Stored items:

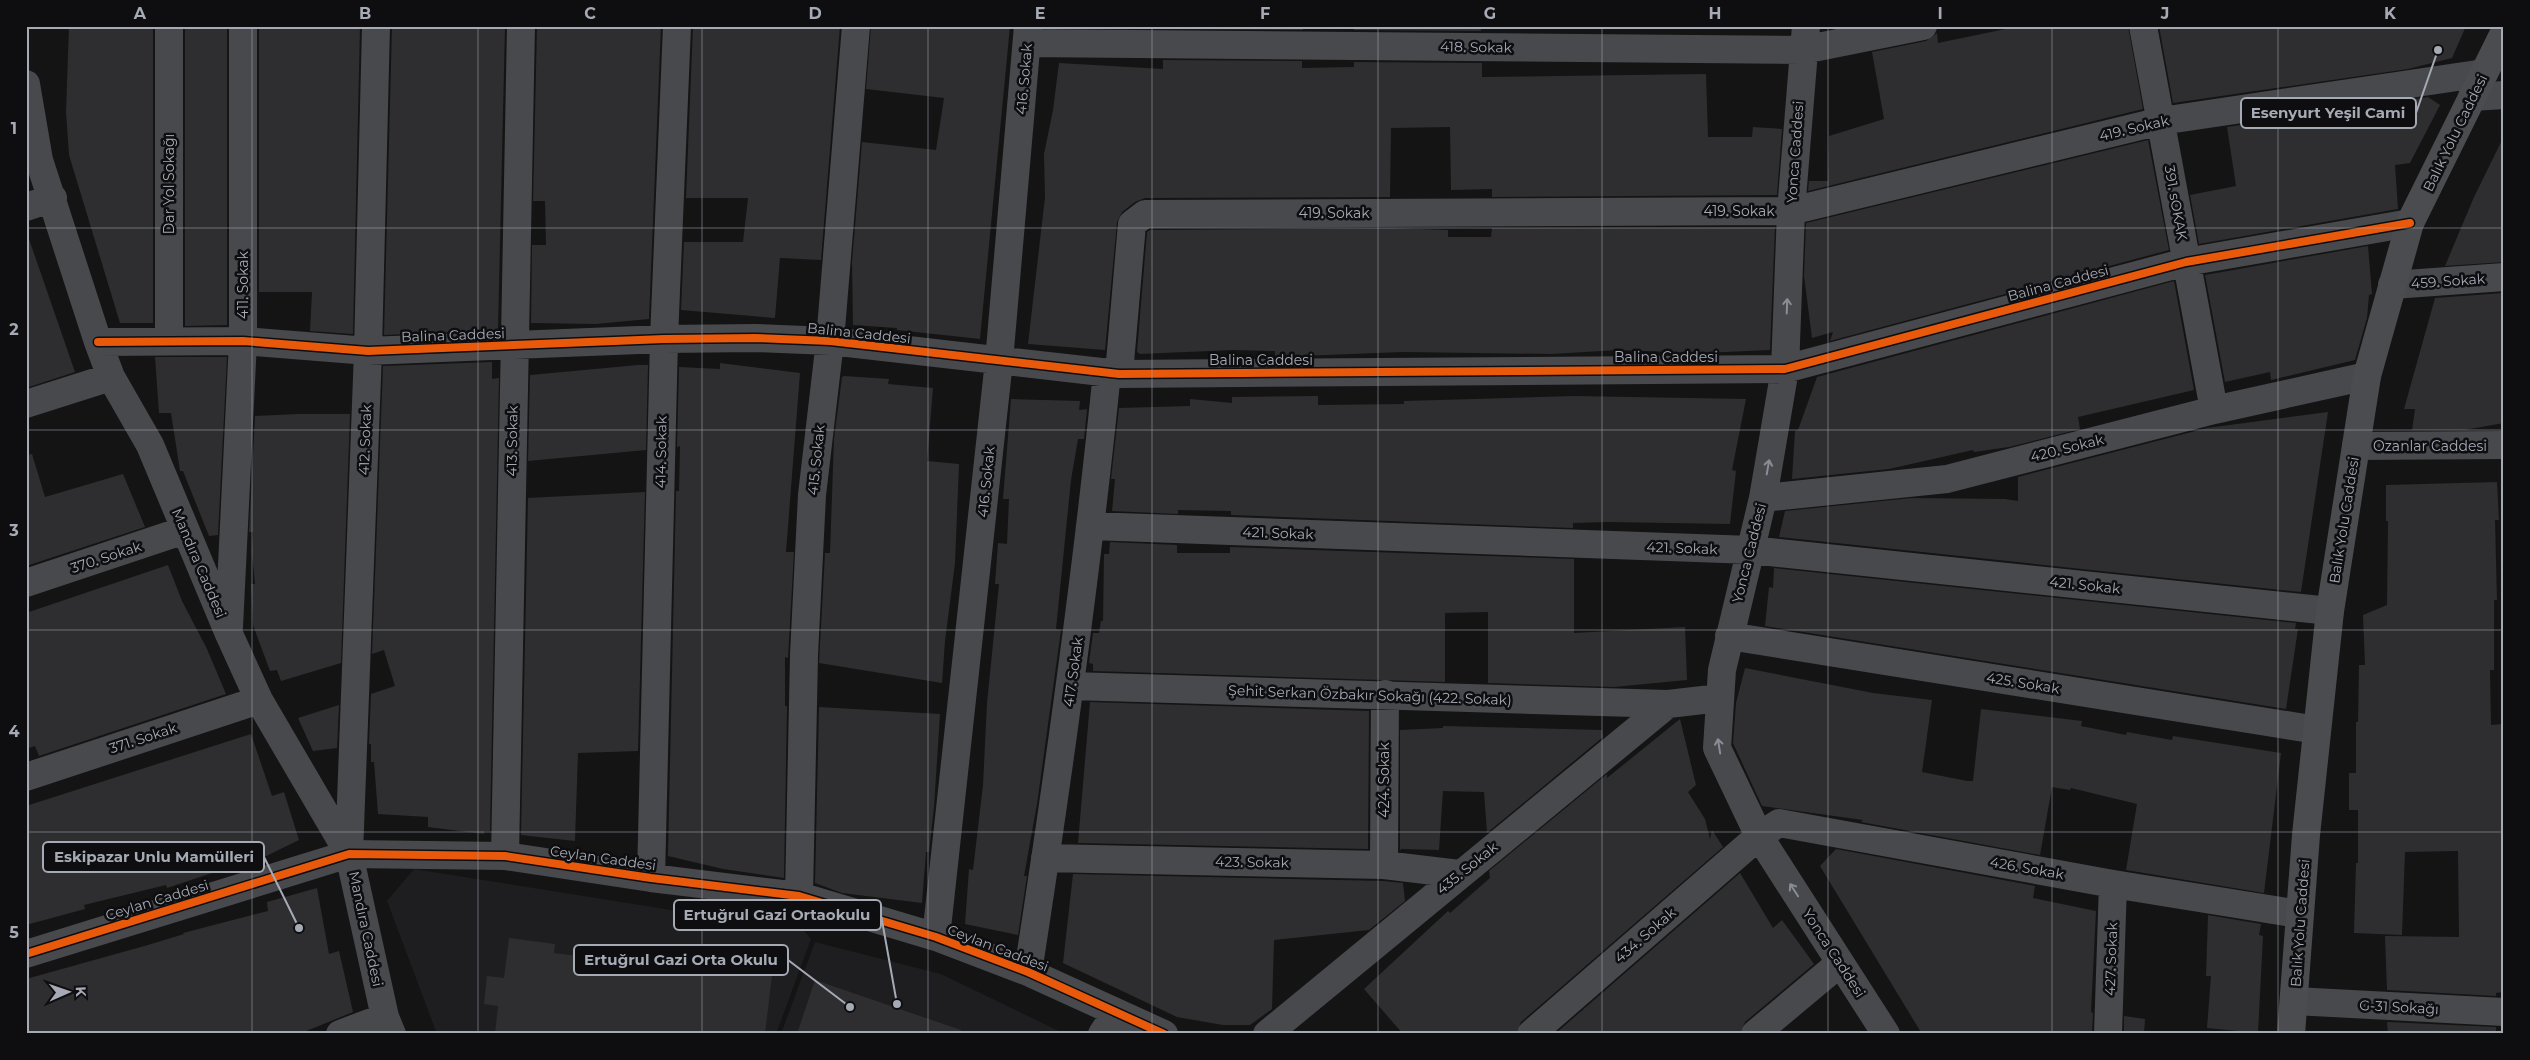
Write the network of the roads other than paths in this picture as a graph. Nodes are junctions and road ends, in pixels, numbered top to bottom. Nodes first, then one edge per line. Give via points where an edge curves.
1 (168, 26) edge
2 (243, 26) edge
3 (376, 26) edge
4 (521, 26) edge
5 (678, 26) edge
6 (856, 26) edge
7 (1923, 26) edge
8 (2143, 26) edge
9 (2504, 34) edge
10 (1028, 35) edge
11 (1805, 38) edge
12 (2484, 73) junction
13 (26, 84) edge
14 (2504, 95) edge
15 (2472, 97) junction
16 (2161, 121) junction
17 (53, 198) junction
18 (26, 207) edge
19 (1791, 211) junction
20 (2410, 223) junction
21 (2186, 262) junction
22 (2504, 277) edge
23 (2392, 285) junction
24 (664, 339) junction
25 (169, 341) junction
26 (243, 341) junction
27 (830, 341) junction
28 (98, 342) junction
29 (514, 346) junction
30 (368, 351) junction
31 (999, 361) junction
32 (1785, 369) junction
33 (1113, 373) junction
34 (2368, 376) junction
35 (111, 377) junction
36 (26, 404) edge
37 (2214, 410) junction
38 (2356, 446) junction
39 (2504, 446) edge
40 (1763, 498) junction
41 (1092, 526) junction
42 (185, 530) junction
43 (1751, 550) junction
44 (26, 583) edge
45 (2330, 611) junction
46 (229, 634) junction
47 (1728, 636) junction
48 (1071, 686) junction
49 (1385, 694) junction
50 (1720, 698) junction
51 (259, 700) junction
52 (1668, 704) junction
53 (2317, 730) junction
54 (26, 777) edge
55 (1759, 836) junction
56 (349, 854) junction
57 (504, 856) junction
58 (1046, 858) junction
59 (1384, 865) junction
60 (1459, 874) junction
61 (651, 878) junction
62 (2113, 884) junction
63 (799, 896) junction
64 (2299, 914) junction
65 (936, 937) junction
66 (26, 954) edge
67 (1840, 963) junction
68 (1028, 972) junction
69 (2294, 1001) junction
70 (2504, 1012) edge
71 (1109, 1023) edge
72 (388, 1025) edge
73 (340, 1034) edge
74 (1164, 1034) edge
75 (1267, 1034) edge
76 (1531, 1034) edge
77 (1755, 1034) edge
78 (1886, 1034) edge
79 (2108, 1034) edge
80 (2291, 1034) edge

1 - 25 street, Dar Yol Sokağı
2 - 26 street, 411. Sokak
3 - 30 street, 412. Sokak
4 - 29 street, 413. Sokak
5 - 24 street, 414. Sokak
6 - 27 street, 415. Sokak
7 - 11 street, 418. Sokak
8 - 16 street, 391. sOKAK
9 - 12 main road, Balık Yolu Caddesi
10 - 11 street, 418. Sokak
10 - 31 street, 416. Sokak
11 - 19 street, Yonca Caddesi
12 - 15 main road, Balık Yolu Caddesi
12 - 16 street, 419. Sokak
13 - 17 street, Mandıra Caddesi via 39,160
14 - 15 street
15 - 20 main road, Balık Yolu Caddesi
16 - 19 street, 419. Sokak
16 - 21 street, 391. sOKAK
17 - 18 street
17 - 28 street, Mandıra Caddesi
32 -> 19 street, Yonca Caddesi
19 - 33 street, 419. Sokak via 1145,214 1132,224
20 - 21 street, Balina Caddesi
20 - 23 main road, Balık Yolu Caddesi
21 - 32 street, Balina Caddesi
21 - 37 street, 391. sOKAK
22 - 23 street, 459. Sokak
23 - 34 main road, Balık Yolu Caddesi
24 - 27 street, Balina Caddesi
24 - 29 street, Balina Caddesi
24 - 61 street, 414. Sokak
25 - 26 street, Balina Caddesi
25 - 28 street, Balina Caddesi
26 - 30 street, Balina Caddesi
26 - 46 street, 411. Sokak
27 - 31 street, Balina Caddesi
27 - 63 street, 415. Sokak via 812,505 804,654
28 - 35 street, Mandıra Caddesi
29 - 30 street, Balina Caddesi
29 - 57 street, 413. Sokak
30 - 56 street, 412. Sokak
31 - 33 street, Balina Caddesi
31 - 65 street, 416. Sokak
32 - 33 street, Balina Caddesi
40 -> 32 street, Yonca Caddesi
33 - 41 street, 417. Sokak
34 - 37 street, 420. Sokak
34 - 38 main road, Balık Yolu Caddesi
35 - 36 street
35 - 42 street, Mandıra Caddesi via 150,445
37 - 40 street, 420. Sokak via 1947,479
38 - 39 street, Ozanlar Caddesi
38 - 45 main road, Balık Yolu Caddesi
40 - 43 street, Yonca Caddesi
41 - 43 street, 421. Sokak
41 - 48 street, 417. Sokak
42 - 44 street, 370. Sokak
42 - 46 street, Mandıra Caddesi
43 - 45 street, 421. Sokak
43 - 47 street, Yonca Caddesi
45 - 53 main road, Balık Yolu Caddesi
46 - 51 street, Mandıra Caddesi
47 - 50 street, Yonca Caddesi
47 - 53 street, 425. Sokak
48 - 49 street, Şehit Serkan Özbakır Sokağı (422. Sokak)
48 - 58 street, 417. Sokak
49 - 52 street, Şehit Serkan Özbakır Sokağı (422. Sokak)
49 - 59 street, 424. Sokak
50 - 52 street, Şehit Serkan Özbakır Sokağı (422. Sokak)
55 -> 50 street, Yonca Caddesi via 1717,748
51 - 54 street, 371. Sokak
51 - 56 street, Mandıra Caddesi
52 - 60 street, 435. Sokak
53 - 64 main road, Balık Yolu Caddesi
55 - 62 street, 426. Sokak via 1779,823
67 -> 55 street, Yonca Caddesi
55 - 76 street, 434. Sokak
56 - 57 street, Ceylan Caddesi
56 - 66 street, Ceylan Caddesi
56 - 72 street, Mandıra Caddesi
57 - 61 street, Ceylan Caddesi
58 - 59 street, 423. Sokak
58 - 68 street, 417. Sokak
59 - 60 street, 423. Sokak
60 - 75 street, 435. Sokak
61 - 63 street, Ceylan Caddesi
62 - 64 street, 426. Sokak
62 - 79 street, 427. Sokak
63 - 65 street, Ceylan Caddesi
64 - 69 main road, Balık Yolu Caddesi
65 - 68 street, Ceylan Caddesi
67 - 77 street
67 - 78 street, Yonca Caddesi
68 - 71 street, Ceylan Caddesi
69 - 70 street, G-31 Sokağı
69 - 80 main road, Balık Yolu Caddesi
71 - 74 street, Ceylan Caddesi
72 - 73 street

--

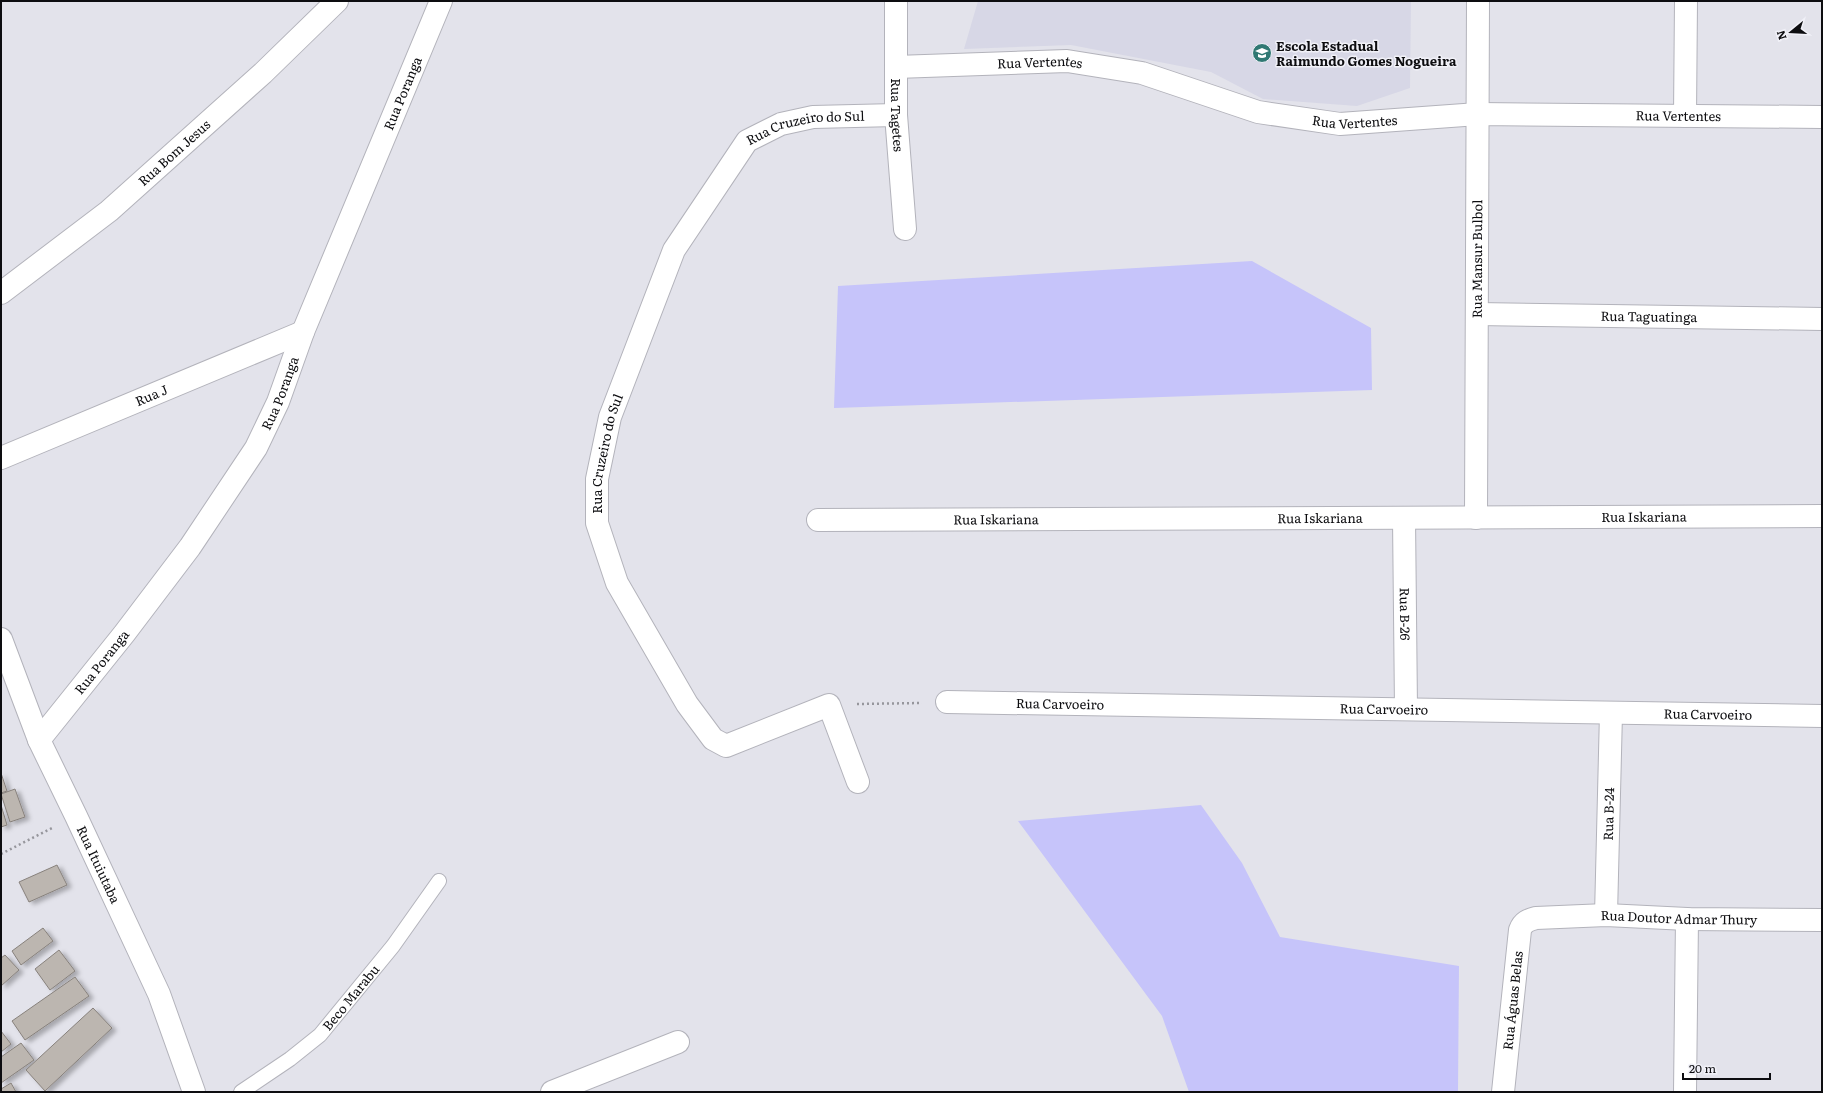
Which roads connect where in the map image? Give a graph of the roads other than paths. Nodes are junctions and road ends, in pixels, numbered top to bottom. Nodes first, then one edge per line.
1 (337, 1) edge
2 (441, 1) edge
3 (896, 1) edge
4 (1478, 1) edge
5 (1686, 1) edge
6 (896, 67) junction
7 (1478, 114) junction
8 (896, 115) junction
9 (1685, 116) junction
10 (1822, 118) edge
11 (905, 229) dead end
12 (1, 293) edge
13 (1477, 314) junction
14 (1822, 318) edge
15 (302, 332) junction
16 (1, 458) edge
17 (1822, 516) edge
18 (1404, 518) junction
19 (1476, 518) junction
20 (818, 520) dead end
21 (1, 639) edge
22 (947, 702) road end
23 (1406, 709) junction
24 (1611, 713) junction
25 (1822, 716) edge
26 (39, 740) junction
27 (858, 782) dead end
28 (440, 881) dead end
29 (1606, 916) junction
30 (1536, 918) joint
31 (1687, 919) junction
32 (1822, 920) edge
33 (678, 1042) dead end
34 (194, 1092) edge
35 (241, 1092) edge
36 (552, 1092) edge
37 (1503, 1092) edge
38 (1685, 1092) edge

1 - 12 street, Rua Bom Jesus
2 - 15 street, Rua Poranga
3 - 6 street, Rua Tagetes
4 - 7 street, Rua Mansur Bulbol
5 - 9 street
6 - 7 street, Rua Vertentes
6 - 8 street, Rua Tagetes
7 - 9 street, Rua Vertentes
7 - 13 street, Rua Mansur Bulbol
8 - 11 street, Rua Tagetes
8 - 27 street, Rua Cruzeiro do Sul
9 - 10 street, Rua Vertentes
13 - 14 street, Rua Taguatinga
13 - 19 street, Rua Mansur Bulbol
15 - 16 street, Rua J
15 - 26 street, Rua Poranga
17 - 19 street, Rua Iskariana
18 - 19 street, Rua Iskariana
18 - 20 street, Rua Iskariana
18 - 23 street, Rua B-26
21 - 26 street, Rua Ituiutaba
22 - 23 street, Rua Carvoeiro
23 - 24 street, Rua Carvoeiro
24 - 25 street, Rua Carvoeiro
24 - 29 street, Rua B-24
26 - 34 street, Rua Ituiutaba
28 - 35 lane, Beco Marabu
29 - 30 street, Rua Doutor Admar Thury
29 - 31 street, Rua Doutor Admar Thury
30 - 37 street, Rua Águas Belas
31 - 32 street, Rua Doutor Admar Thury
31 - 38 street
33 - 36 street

-- PROBLEM DETAILS --
Check each line of the entries for "Thury" and copy those that have it.

-- THE ANSWER --
29 - 30 street, Rua Doutor Admar Thury
29 - 31 street, Rua Doutor Admar Thury
31 - 32 street, Rua Doutor Admar Thury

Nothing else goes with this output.